◆ Assignment ◆
Return, from the listing below, every line that includes "Tiffany".

◆ Supplied records ◆

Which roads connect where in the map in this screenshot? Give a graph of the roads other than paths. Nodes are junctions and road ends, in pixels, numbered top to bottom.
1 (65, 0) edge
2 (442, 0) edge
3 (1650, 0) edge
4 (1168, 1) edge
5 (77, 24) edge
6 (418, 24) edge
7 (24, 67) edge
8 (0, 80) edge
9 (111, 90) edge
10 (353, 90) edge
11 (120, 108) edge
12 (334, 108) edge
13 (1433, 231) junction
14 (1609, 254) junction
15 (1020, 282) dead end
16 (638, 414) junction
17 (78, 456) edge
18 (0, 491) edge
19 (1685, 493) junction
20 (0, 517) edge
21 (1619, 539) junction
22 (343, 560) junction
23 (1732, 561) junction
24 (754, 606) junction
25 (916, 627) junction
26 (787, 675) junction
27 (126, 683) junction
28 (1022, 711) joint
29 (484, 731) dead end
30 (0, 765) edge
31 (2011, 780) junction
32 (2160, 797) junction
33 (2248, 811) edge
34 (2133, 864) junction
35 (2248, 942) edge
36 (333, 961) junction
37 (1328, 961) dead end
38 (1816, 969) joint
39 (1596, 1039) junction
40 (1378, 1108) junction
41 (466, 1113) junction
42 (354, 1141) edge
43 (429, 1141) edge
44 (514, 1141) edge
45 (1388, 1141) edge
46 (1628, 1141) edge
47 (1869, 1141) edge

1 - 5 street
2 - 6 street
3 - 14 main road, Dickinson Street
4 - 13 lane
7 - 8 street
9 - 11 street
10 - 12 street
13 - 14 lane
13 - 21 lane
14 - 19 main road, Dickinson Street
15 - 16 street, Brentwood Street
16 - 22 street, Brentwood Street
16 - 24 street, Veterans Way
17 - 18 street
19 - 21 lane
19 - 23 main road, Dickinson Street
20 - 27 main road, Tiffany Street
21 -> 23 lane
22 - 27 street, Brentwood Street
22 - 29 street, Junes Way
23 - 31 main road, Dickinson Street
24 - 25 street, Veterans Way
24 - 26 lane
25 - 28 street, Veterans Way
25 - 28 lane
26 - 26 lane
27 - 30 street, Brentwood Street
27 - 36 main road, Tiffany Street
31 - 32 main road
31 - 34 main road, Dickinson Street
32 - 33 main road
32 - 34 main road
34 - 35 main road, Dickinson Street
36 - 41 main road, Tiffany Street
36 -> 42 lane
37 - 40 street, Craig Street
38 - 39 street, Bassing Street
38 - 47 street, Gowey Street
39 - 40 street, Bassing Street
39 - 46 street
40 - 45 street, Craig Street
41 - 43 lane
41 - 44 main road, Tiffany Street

◆ Exercise response ◆
20 - 27 main road, Tiffany Street
27 - 36 main road, Tiffany Street
36 - 41 main road, Tiffany Street
41 - 44 main road, Tiffany Street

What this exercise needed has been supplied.